Ah, our old friend, CHANGE.

If there is one observation in my lifetime that stands out more significantly than all the rest it is the inevitable reality of change. I started assembling my library of change topics many years ago, but the watershed moment was during the financial crisis of 2007 and 2008. I took a sabbatical from corporate America and founded a non-profit, career transition organization. With unemployment at double-digit highs, it was not hard to see the challenges people were facing.

From the moment I opened the doors for our first meeting, it was apparent that change was the single biggest constant among all the job seekers we served. Change came in so many forms. For most, losing their jobs represented the first time they had been without work at any point in their lives. Identities were wrapped up in job titles. Financial conditions changed and relationships suffered.

It was a mess. Anyone who went through that (and most of us did in one way or another) felt the changes swirling about. “New normals” emerged with which job candidates had to deal. For example, many candidates had to consider contract employment versus permanent employment.

Putting It All Together

This blog will be focused on exploring various aspects of leadership through change. Executives are tasked with execution, but often the job is compromised by internal or external factors. Internally, the person placed in an executive role may, in fact, be burdened far beyond his professional capacity or emotional intelligence. Externally, a good leader may be prohibited from fully performing due to pressures from other executives, boards, markets or regulators.

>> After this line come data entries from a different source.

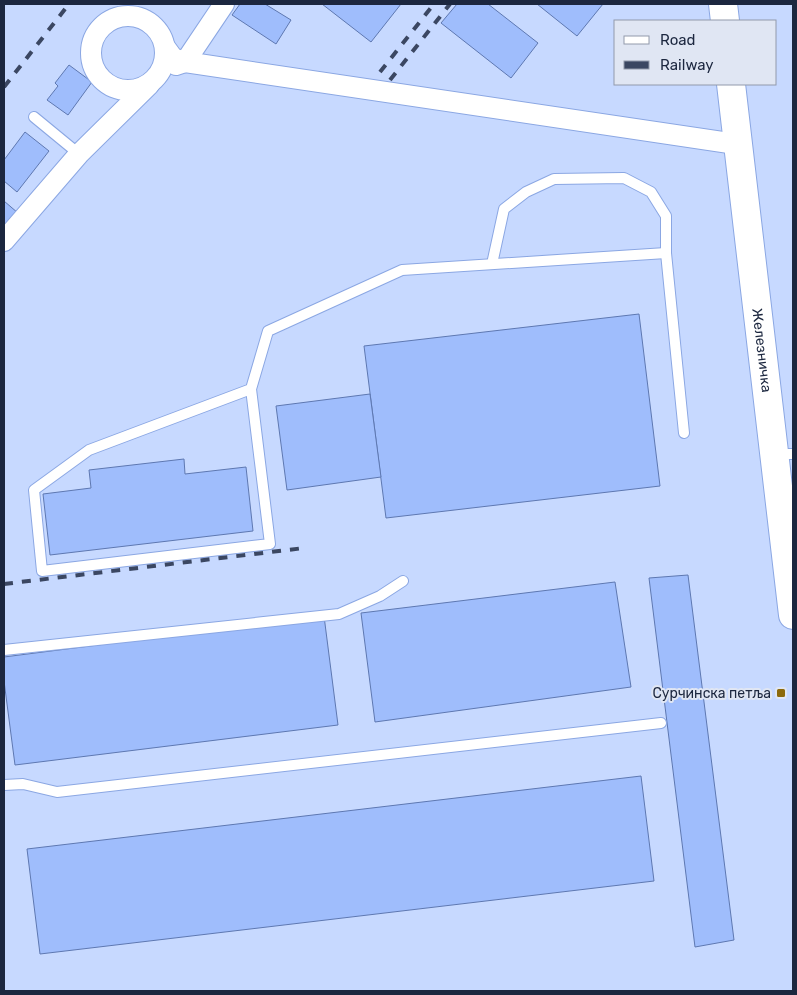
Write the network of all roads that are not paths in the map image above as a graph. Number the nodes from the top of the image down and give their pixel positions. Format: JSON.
{"nodes":[{"id":1,"x":224,"y":4,"type":"edge"},
{"id":2,"x":723,"y":4,"type":"edge"},
{"id":3,"x":725,"y":20,"type":"edge"},
{"id":4,"x":165,"y":47,"type":"junction"},
{"id":5,"x":186,"y":62,"type":"junction"},
{"id":6,"x":155,"y":79,"type":"junction"},
{"id":7,"x":731,"y":85,"type":"edge"},
{"id":8,"x":34,"y":117,"type":"dead end"},
{"id":9,"x":736,"y":144,"type":"junction"},
{"id":10,"x":79,"y":154,"type":"junction"},
{"id":11,"x":4,"y":241,"type":"edge"},
{"id":12,"x":666,"y":252,"type":"junction"},
{"id":13,"x":492,"y":264,"type":"junction"},
{"id":14,"x":250,"y":390,"type":"junction"},
{"id":15,"x":684,"y":433,"type":"dead end"},
{"id":16,"x":784,"y":454,"type":"edge"},
{"id":17,"x":402,"y":581,"type":"dead end"},
{"id":18,"x":793,"y":615,"type":"edge"},
{"id":19,"x":4,"y":650,"type":"edge"},
{"id":20,"x":661,"y":723,"type":"dead end"},
{"id":21,"x":4,"y":785,"type":"edge"}],
"edges":[{"from":1,"to":5,"type":"street"},
{"from":2,"to":3,"type":"main road"},
{"from":4,"to":5,"type":"street"},
{"from":4,"to":6,"type":"street"},
{"from":4,"to":6,"type":"street"},
{"from":5,"to":6,"type":"street"},
{"from":5,"to":9,"type":"street"},
{"from":6,"to":10,"type":"street"},
{"from":7,"to":9,"type":"main road","name":"Железничка"},
{"from":8,"to":10,"type":"lane"},
{"from":9,"to":16,"type":"main road","name":"Железничка"},
{"from":10,"to":11,"type":"street"},
{"from":12,"to":13,"type":"lane"},
{"from":12,"to":13,"type":"lane"},
{"from":12,"to":15,"type":"lane"},
{"from":13,"to":14,"type":"lane"},
{"from":14,"to":14,"type":"lane"},
{"from":16,"to":18,"type":"main road","name":"Железничка"},
{"from":17,"to":19,"type":"lane"},
{"from":20,"to":21,"type":"lane"}]}
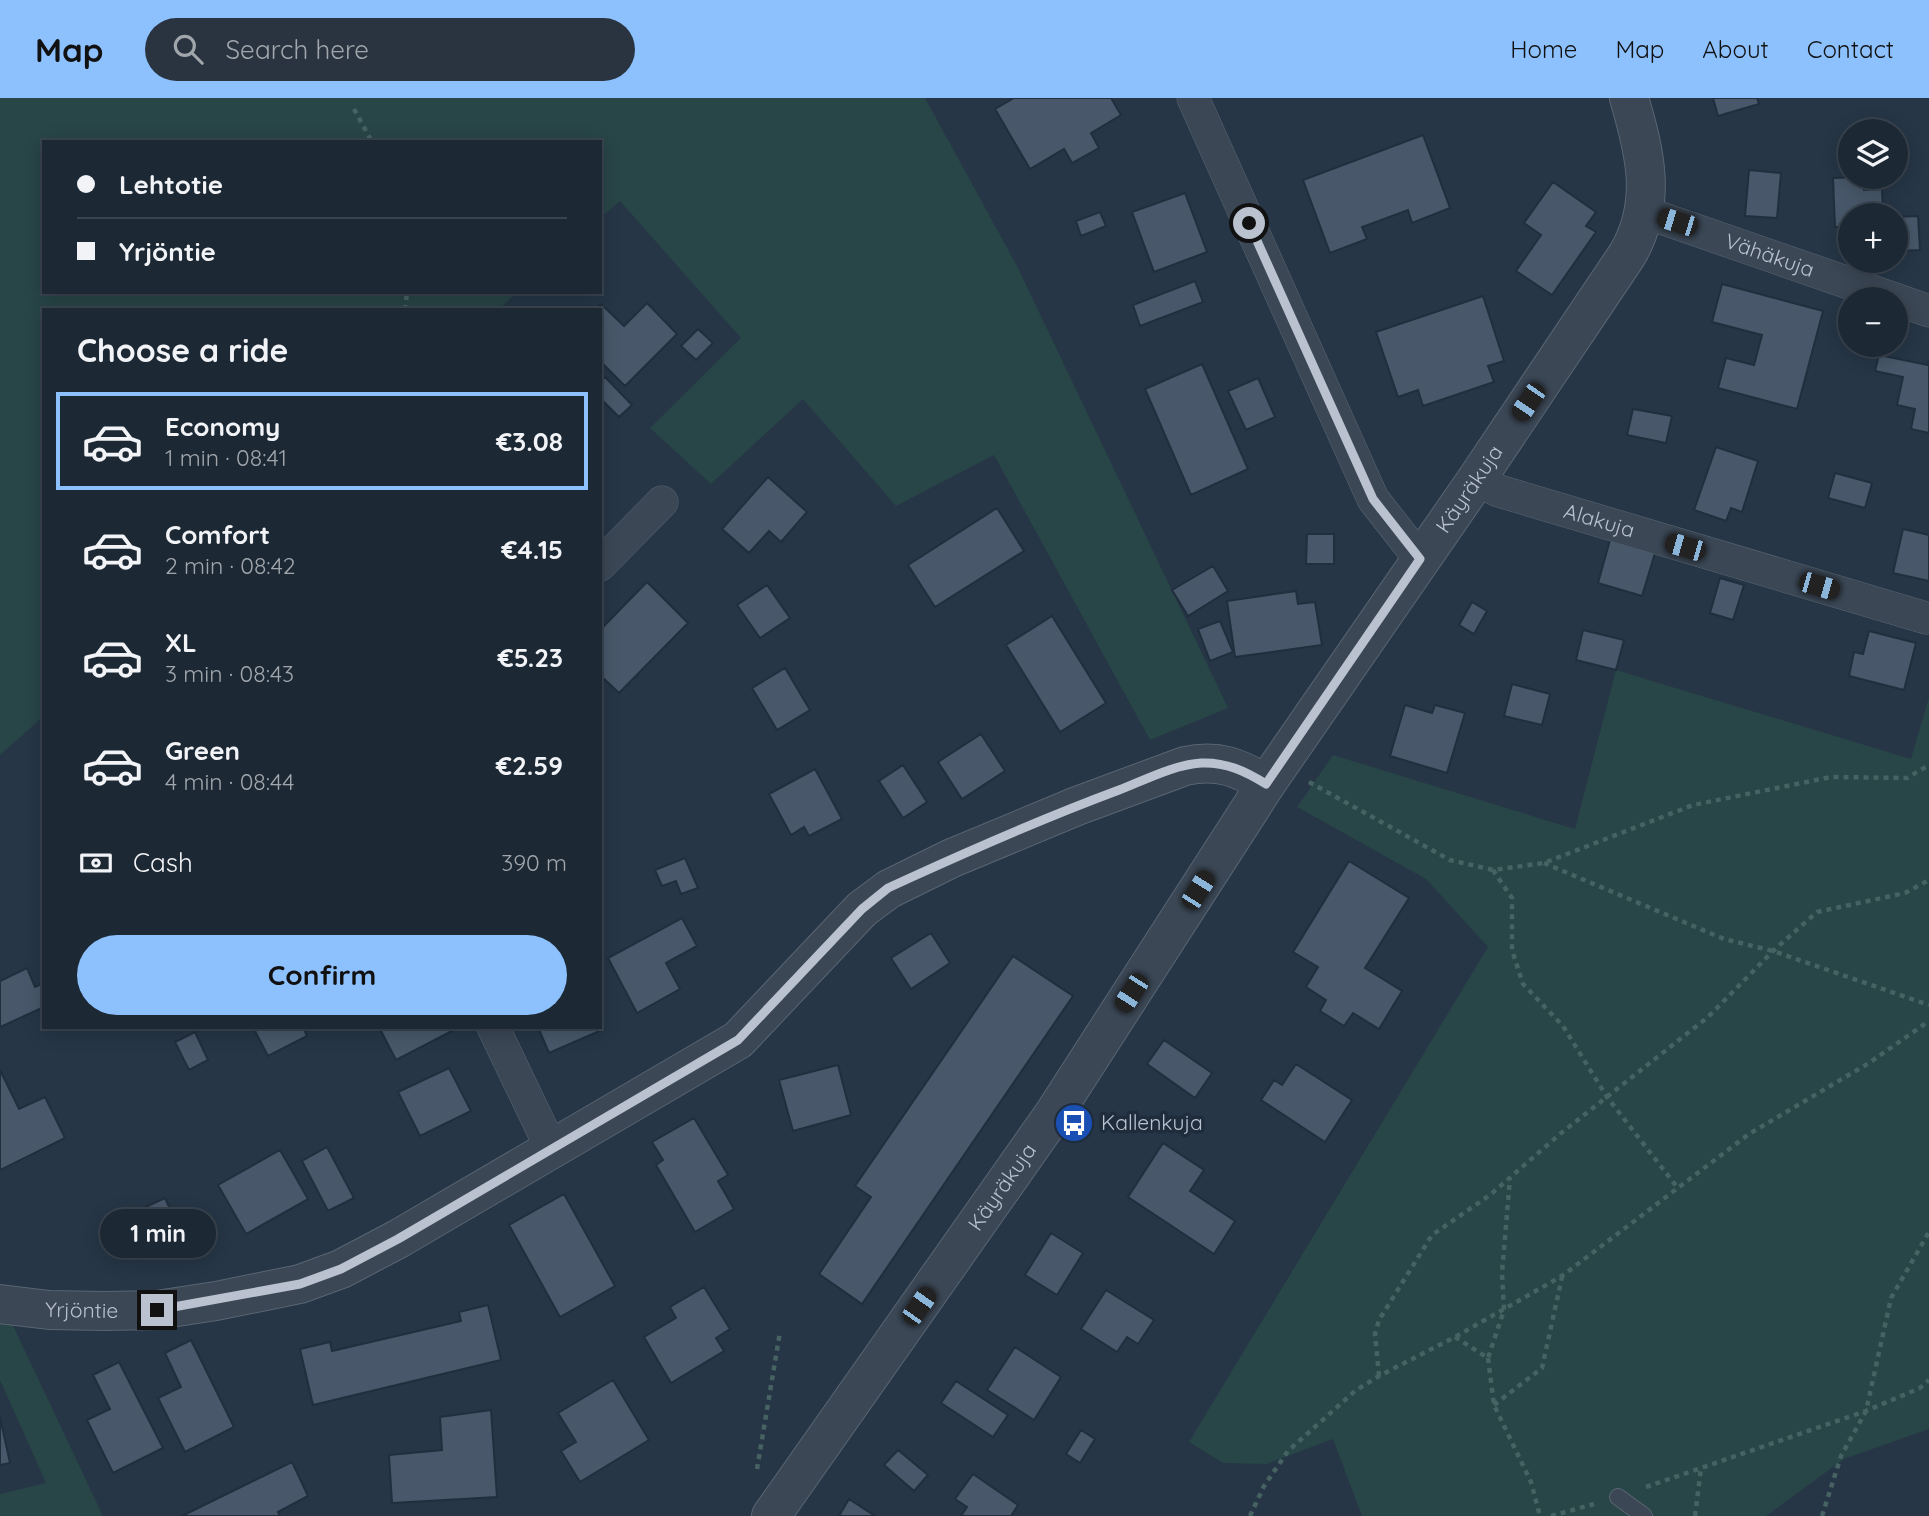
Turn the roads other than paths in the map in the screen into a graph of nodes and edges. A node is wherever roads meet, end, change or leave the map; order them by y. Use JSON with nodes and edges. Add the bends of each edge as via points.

Either way, change creeps in and places extra challenges in the way. The obvious change factors are numerous:

  • Product evolution
  • Customer demands
  • Overall market pressures
  • Socio-political factors
  • Technology change
  • Laws and regulations
  • Personnel

Conclusion

The best leaders develop their own ways to maintain checks and balances for calibrating their internal battles (the things inside your head and heart), as well as for outside or external change factors. It is in the face of all of these changes that the best leaders emerge to lead their organizations to successful completion of goals.

I contend it is no coincidence that projects succeed when leaders assert themselves and provide the right vision, motivation and guidance so their teams perform as well as possible. The odds of change may be stacked, but the leader’s role is to find ways to overcome the greatest of odds.

In this blog, I will share observations, anecdotes, word pictures and ideas for keeping these two powerful dynamics in perspective. I hope the writings here will help.